Research, Evaluation & Data
This work focuses on making data useful. Research and evaluation are not about reports that sit on a shelf or metrics collected for compliance. They are tools for understanding what is actually happening, what is working, and where adjustments are needed to improve outcomes.
​
We work with organizations that need clear insight, credible findings, and practical recommendations they can act on. This includes program evaluation, applied research, needs assessments, and data-informed decision-making that supports accountability, learning, and performance.

Program Evaluation & Assessment
Designing and conducting evaluations that measure effectiveness, relevance, and impact. This includes formative and summative evaluation, outcome tracking, and process analysis.

Applied Research and Data Collection
Qualitative and quantitative research to understand experiences, needs, gaps, and trends. Methods may include interviews, focus groups, surveys, document review, and data analysis.

Logic Models and Theory of Change
Clarifying how programs are intended to work, what assumptions are being made, and where breakdowns or misalignment may exist.

Performance Measurement & Indicators
Developing meaningful metrics that align with goals and funder or regulatory requirements without overburdening staff.
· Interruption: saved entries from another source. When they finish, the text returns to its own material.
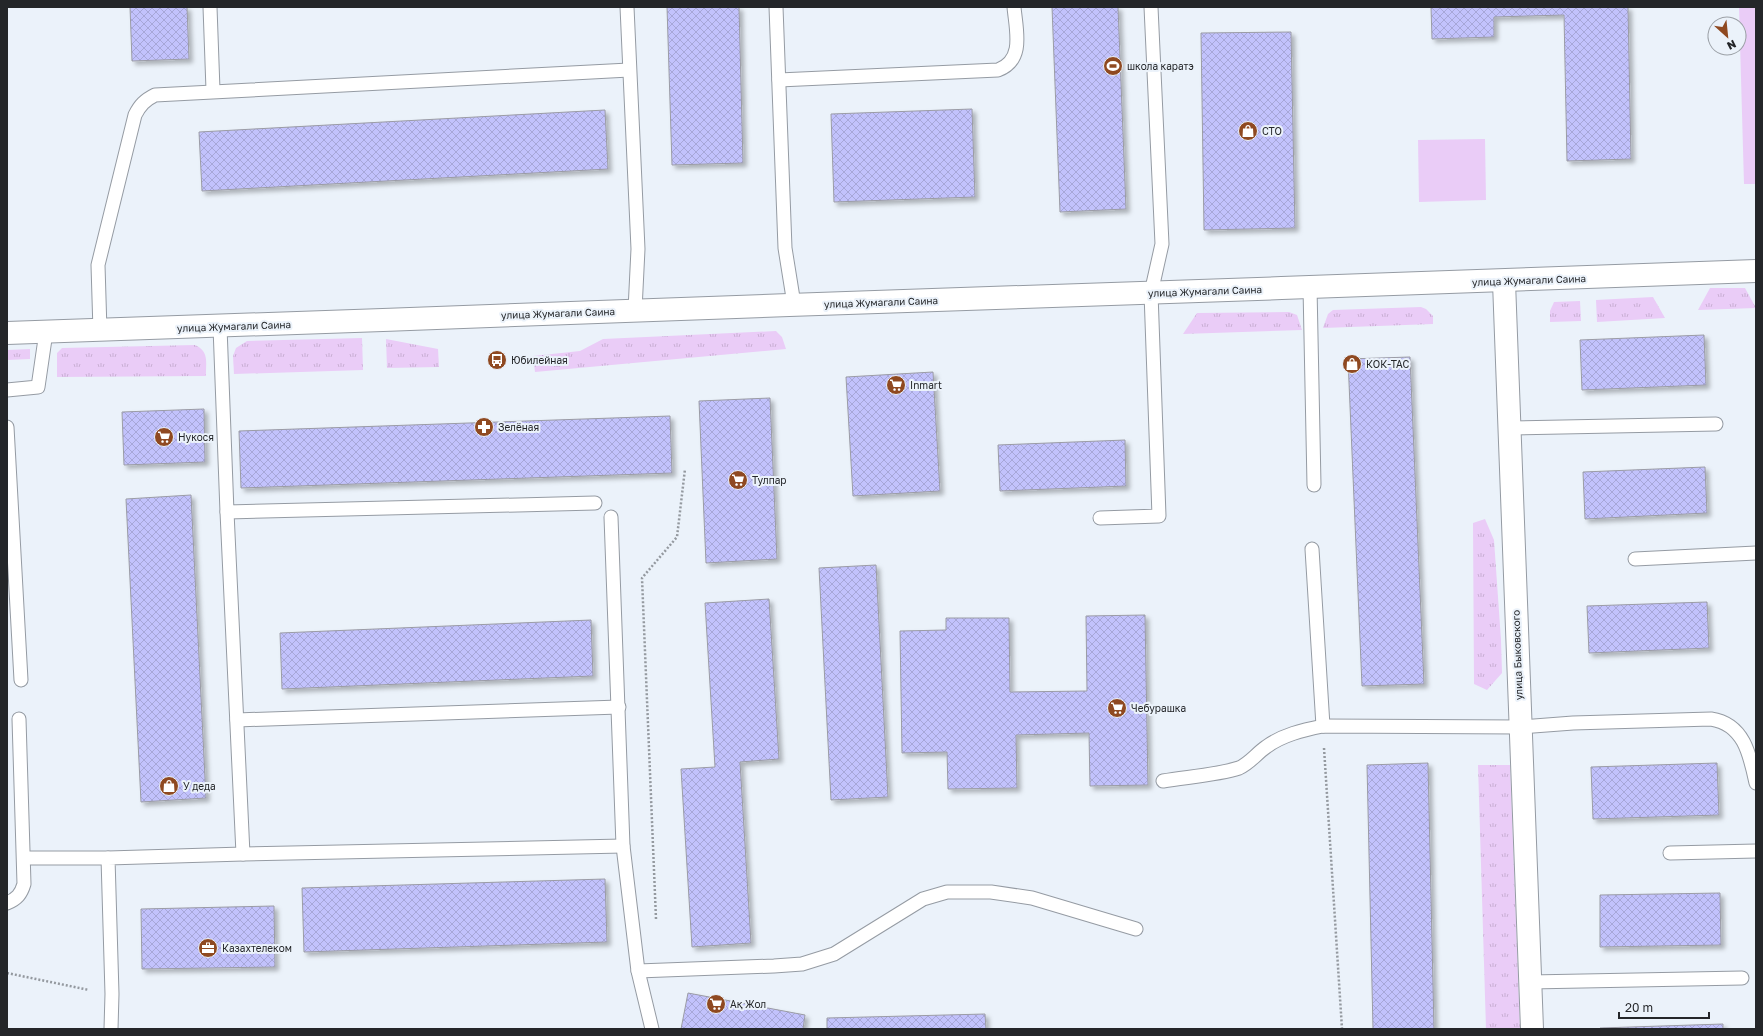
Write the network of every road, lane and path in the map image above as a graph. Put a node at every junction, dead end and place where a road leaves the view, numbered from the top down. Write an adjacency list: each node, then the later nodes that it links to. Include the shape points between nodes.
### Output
1 (210, 7): 8 (lane)
2 (627, 7): 6 (lane)
3 (776, 7): 7 (lane)
4 (1014, 7): 7 (lane, via 1016,54 1012,62 998,70)
5 (1151, 7): 12 (lane, via 1162,244)
6 (629, 70): 8 (lane); 14 (lane, via 638,249)
7 (779, 80): 13 (lane, via 785,248)
8 (213, 90): 16 (lane, via 155,95 139,106 98,265)
9 (1756, 271): 10 (street, улица Жумагали Саина)
10 (1504, 282): 11 (street, улица Жумагали Саина); 22 (street, улица Быковского)
11 (1310, 287): 12 (street, улица Жумагали Саина); 24 (lane)
12 (1151, 293): 13 (street, улица Жумагали Саина); 28 (lane, via 1159,516)
13 (794, 304): 14 (street, улица Жумагали Саина)
14 (635, 310): 15 (street, улица Жумагали Саина)
15 (220, 327): 16 (street, улица Жумагали Саина); 26 (lane)
16 (100, 330): 17 (street, улица Жумагали Саина)
17 (46, 332): 18 (street, улица Жумагали Саина); 19 (lane, via 38,388)
18 (7, 333)
19 (7, 390)
20 (1716, 424): 22 (lane)
21 (7, 427): 32 (lane)
22 (1509, 428): 37 (street, улица Быковского)
23 (685, 469): 47 (path, via 676,537 642,578)
24 (1314, 485)
25 (595, 503): 26 (lane)
26 (227, 512): 35 (lane)
27 (611, 517): 33 (lane)
28 (1100, 518)
29 (1312, 549): 36 (lane)
30 (1756, 553): 31 (lane)
31 (1635, 559)
32 (21, 680)
33 (618, 707): 35 (lane); 40 (lane)
34 (19, 719): 44 (lane)
35 (238, 720): 43 (lane)
36 (1323, 726): 37 (lane); 38 (lane, via 1284,736 1239,768); 56 (path)
37 (1520, 727): 39 (lane, via 1720,720 1728,724 1746,744); 52 (street, улица Быковского)
38 (1163, 781)
39 (1756, 783)
40 (623, 846): 43 (lane); 49 (lane)
41 (1756, 851): 42 (lane)
42 (1670, 853)
43 (243, 854): 45 (lane)
44 (24, 858): 45 (lane); 46 (lane, via 22,892 16,899)
45 (108, 858): 53 (lane)
46 (7, 903)
47 (656, 922)
48 (1136, 929): 49 (lane, via 1032,898 991,892 947,892 923,899 834,954 802,964)
49 (638, 971): 55 (lane)
50 (7, 973): 53 (path)
51 (1742, 978): 52 (lane)
52 (1530, 982): 57 (street, улица Быковского)
53 (112, 994): 54 (lane)
54 (111, 1029)
55 (652, 1029)
56 (1342, 1029)
57 (1532, 1029)

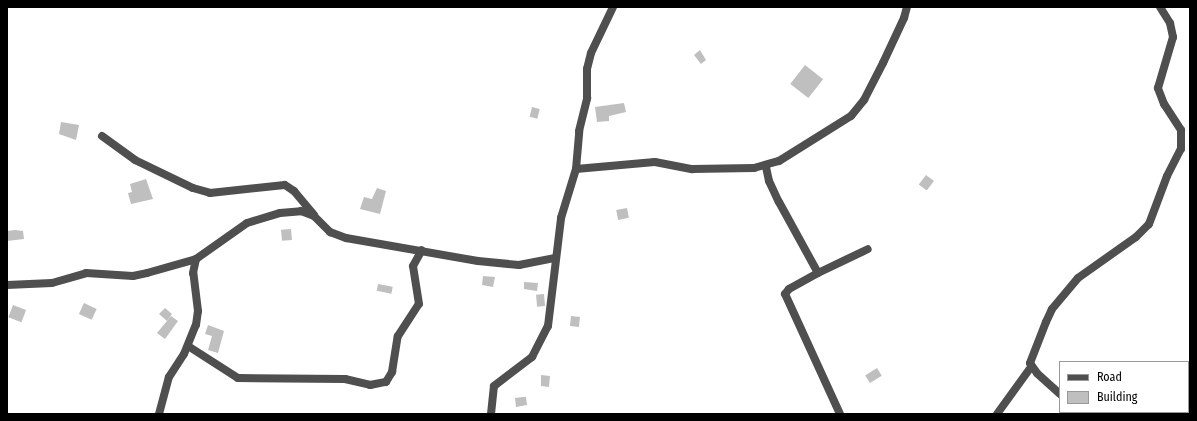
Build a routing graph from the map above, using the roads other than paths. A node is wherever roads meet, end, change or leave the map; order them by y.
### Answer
1 (613, 7) edge
2 (907, 7) edge
3 (1160, 7) edge
4 (102, 136) dead end
5 (766, 167) junction
6 (576, 169) junction
7 (314, 216) junction
8 (868, 249) dead end
9 (422, 250) junction
10 (554, 258) junction
11 (196, 259) junction
12 (818, 273) junction
13 (7, 285) edge
14 (188, 346) junction
15 (1031, 367) junction
16 (1059, 393) edge
17 (159, 414) edge
18 (491, 414) edge
19 (840, 414) edge
20 (997, 414) edge

1 - 6 street
2 - 5 street
3 - 15 street
4 - 7 street
5 - 6 street
5 - 12 street
6 - 10 street
7 - 9 street
7 - 11 street
8 - 12 street
9 - 10 street
9 - 14 street
10 - 18 street
11 - 13 street
11 - 14 street
12 - 19 street
14 - 17 street
15 - 16 street
15 - 20 street

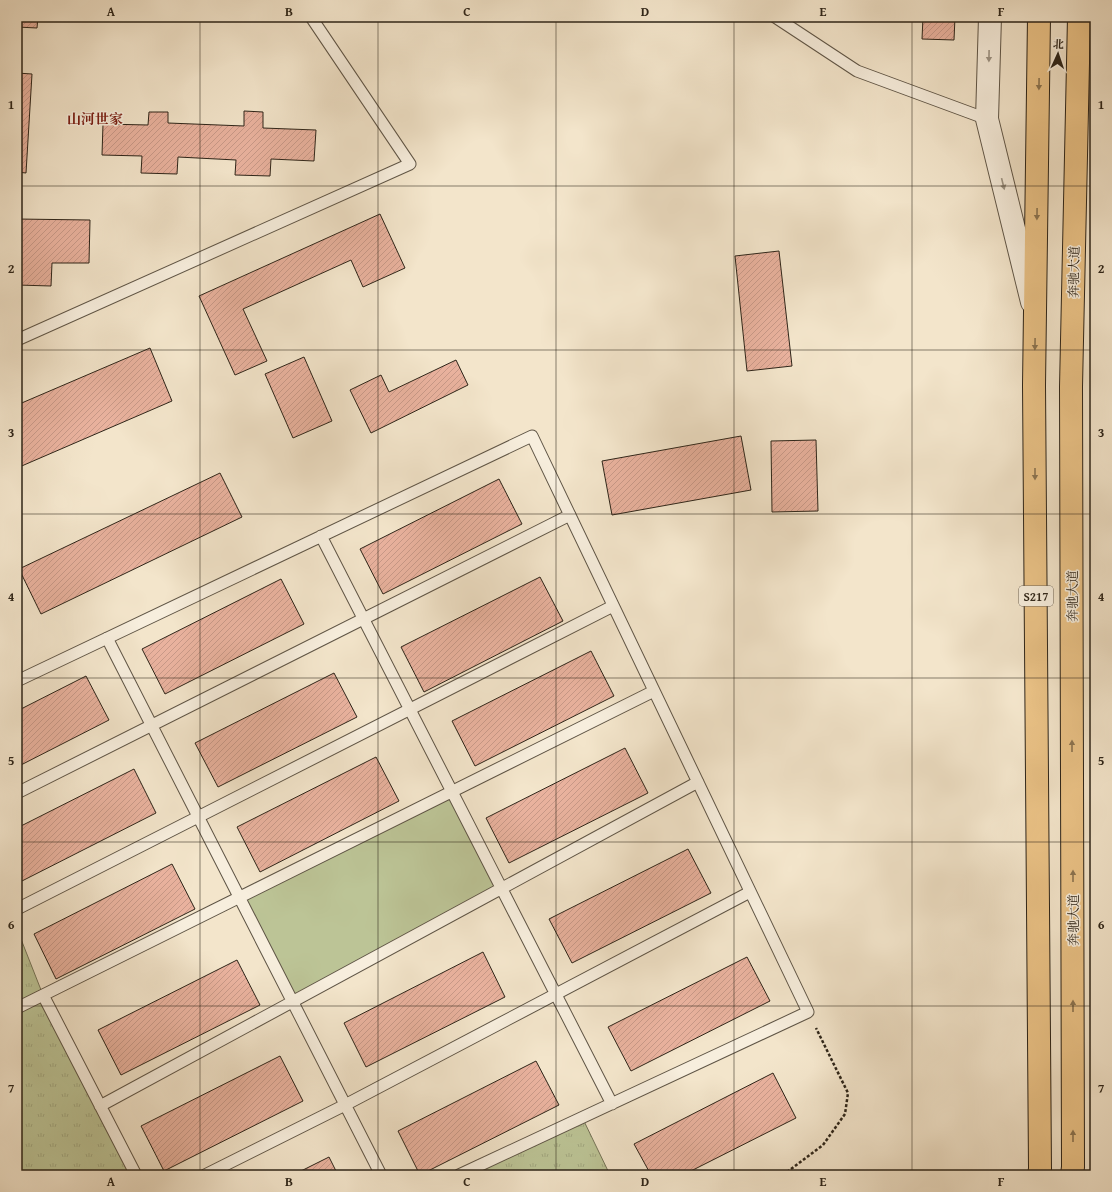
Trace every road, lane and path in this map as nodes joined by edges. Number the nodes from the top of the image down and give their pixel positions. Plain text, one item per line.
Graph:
1 (311, 17) edge
2 (775, 17) edge
3 (990, 17) edge
4 (1040, 17) edge
5 (1079, 17) edge
6 (987, 118) junction
7 (1035, 317) junction
8 (17, 340) edge
9 (570, 515) junction
10 (321, 536) junction
11 (614, 606) junction
12 (363, 619) junction
13 (107, 638) junction
14 (17, 681) edge
15 (654, 691) junction
16 (410, 710) junction
17 (151, 726) junction
18 (698, 782) junction
19 (452, 792) junction
20 (17, 793) edge
21 (198, 817) junction
22 (501, 889) junction
23 (750, 892) junction
24 (240, 898) junction
25 (17, 909) edge
26 (556, 994) junction
27 (43, 995) junction
28 (293, 1002) junction
29 (17, 1008) edge
30 (808, 1012) junction
31 (345, 1104) junction
32 (612, 1104) junction
33 (100, 1106) junction
34 (136, 1175) edge
35 (205, 1175) edge
36 (381, 1175) edge
37 (459, 1175) edge
38 (783, 1175) edge
39 (1039, 1175) edge
40 (1072, 1175) edge

1 - 8 lane
2 - 6 lane
3 -> 6 street
4 -> 7 main road, S217
40 -> 5 main road, 奔驰大道 / S217
6 -> 7 street
7 -> 39 main road, S217
9 - 10 lane
9 - 11 lane
9 - 12 lane
10 - 12 lane
10 - 13 lane
11 - 15 lane
11 - 16 lane
12 - 16 lane
12 - 17 lane
13 - 14 lane
13 - 17 lane
15 - 18 lane
15 - 19 lane
16 - 19 lane
16 - 21 lane
17 - 20 lane
17 - 21 lane
18 - 22 lane
18 - 23 lane
19 - 22 lane
19 - 24 lane
21 - 24 lane
21 - 25 lane
22 - 26 lane
22 - 28 lane
23 - 26 lane
23 - 30 lane
24 - 27 lane
24 - 28 lane
26 - 31 lane
26 - 32 lane
27 - 29 lane
27 - 33 lane
28 - 31 lane
28 - 33 lane
30 - 32 lane
30 - 38 path
31 - 35 lane
31 - 36 lane
32 - 37 lane
33 - 34 lane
Reporting & Data Translation
Turning findings into clear, usable reports, dashboards, and presentations that support decision-making and communication with stakeholders.

Continuous Improvement Support
Using data to inform adjustments, strengthen implementation, and improve results over time rather than treating evaluation as a one-time activity.

Our Approach
This work is grounded in a strengths-based, participatory approach. We engage leadership, staff, and stakeholders as contributors to the evaluation process, not just subjects of it. Existing strengths, effective practices, and on-the-ground expertise are identified and built upon alongside areas for improvement.
​
In practice, this includes collaborative planning sessions, shared sense-making of findings, and facilitated discussions that help teams interpret data in context. The result is greater buy-in, more accurate insights, and findings that feel relevant and usable rather than imposed.
Data becomes a tool for learning and improvement, not judgment or compliance.